Balkrishna Doshi was born in Pune, India on August 26, 1927, into an extended Hindu family that had been involved in the furniture industry for two generations. Displaying an aptitude for art and an understanding of proportion at a young age, he was exposed to architecture by a school teacher. He began his architecture studies in 1947, the year India gained independence, at the Sir J.J . School of Architecture Bombay (Mumbai), the oldest and one of the foremost institutions for architecture in India.
Doshi’s ambition and initiative guided many pivotal moments in his life—from boarding a ship from India to London, where he dreamed of joining the Royal Institute of British Architects; and moving to Paris—despite his inability to speak French—to work under Le Corbusier; to responding to the responsibility and opportunity of rebuilding his native country.

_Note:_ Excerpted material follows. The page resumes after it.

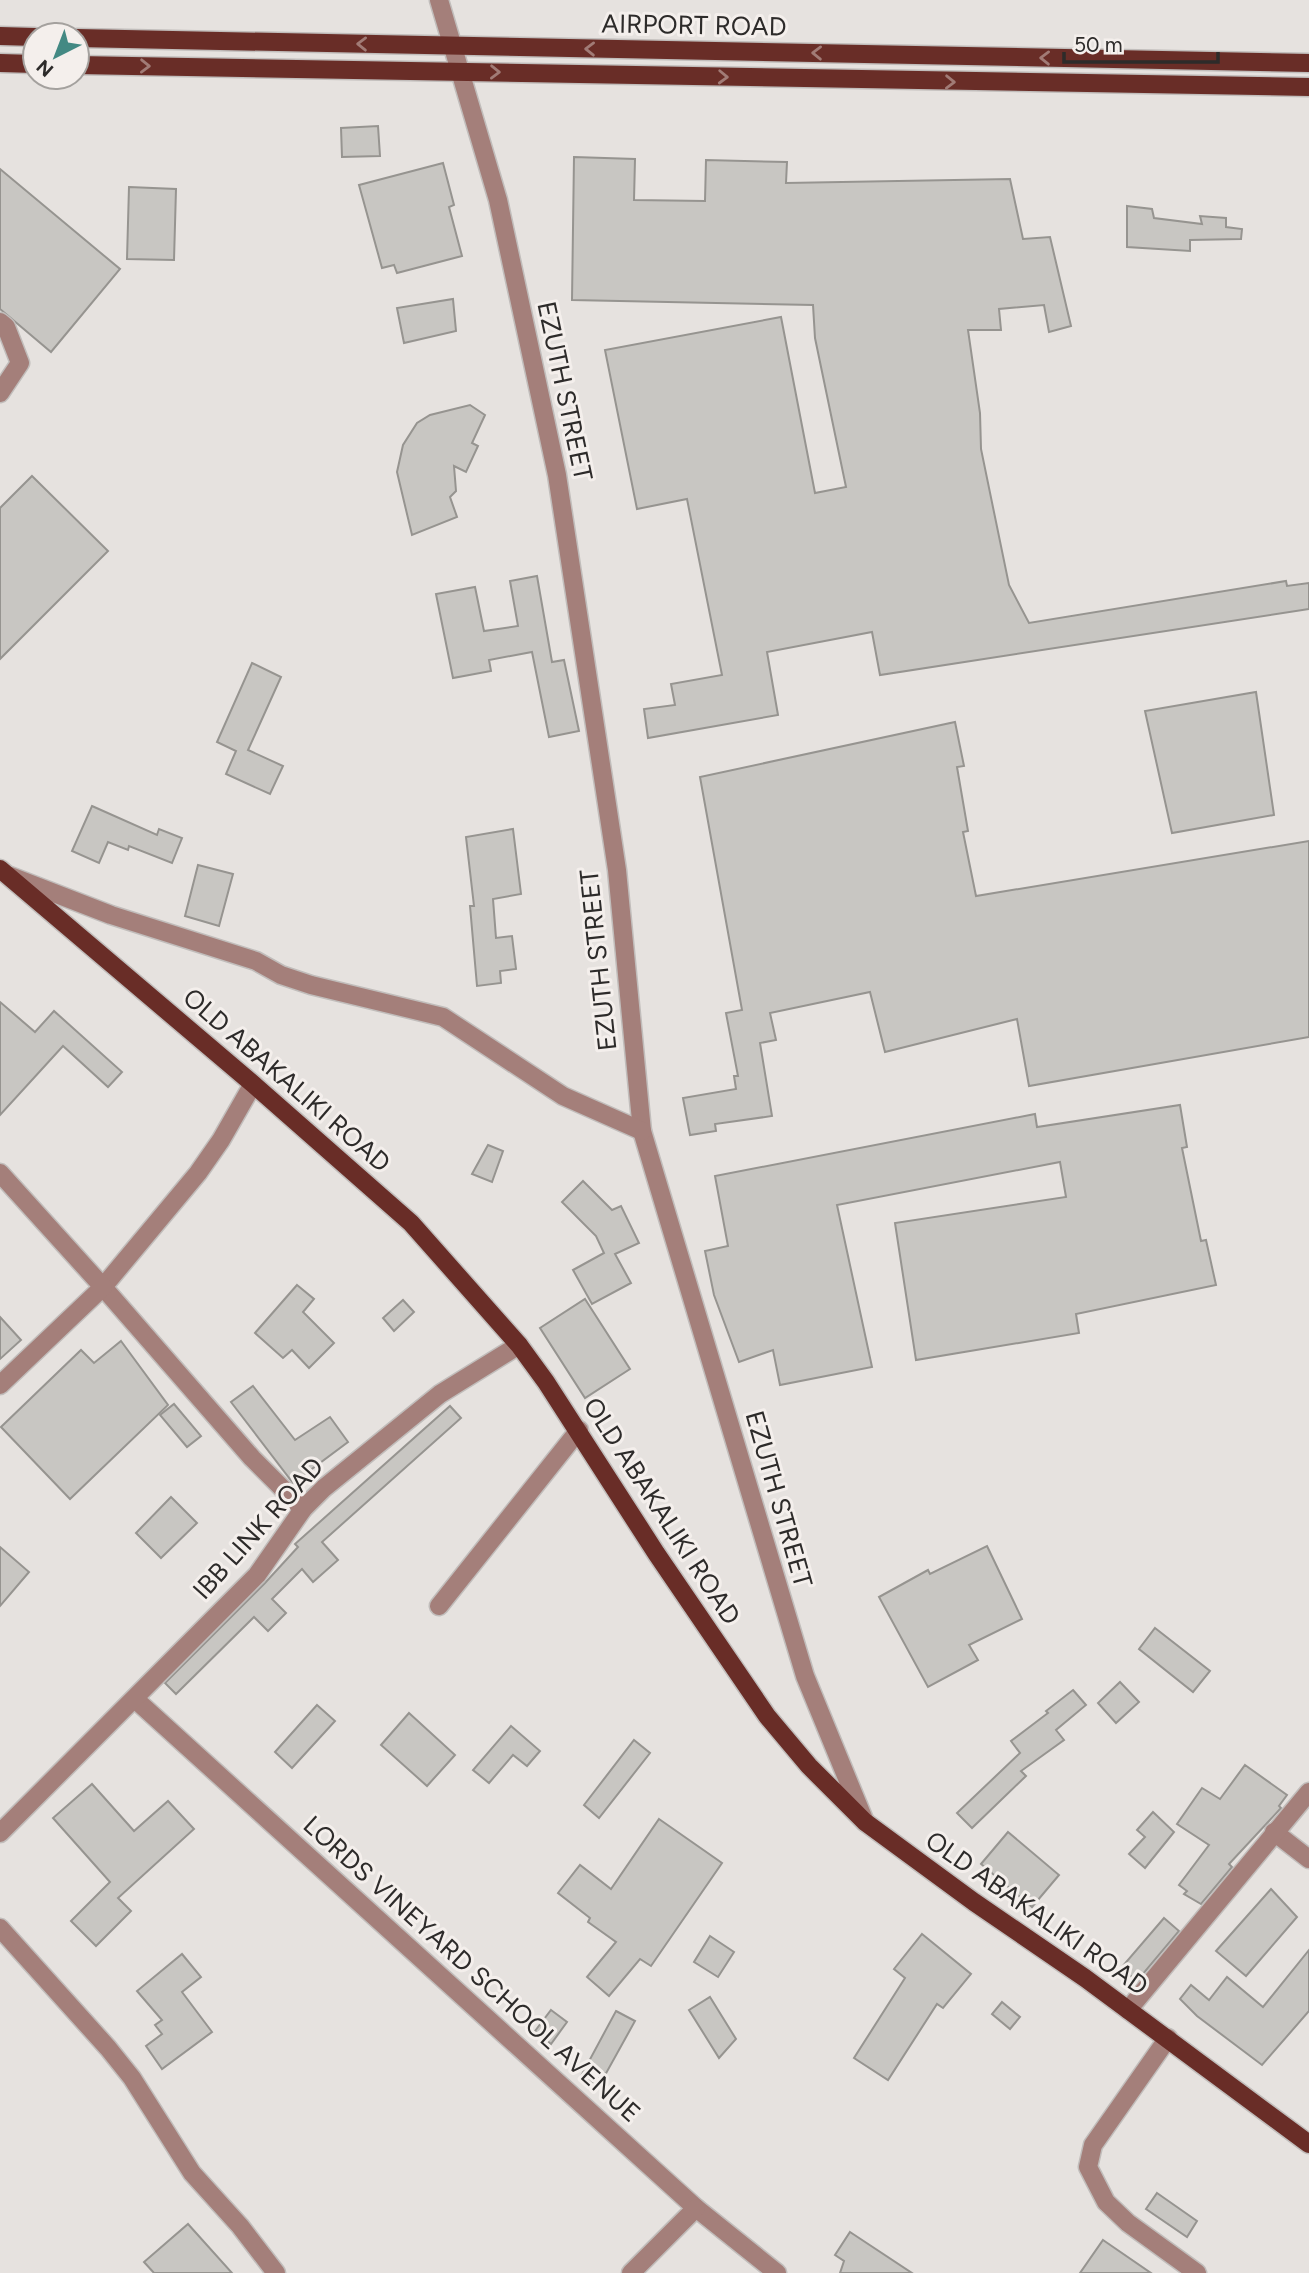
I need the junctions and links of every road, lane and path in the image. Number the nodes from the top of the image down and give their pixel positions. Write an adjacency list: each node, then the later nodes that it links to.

He returned to India in 1954 to oversee Le Corbusier’s projects in Chandigarh and Ahmedabad, which include the Mill Owner’s Association Building (Ahmedabad, 1954) and Shodhan House (Ahmedabad, 1956), among others. Beginning in 1962, Doshi also worked with Louis Kahn as an associate to build the Indian Institute of Management, Ahmedabad, and they continued to collaborate for over a decade.
In 1956, Doshi hired two architects and founded his own practice, Vastushilpa, which has since been renamed Vastushilpa Consultants and grown to employ five partners and sixty employees, and has completed more than 100 projects since its inception. Infused with lessons from Western architects before him, he forged his artistic vision with a deep reverence for life, Eastern culture, and forces of nature to create an architecture that was personal, laced with sights, sounds, and memories from his past. Alongside a deep respect for Indian history and culture, elements of his youth—memories of shrines, temples and bustling streets; scents of lacquer and wood from his grandfather’s furniture workshop—all find a way into his architecture.
Of the tremendous range of completed buildings, which include institutions, mixed-use complexes, housing projects, public spaces, galleries, and private residences, Doshi recalls one of his most personal endeavors, Sangath (Ahmedabad, 1980), his architecture studio. “Sangath fuses images and associations of Indian lifestyles. The campus integrates, and memories of places visited collide, evoking and connecting forgotten episodes. Sangath is an ongoing school where one learns, unlearns and relearns. It has become a sanctuary of culture, art and sustainability where research, institutional facilities and maximum sustainability are emphasized.”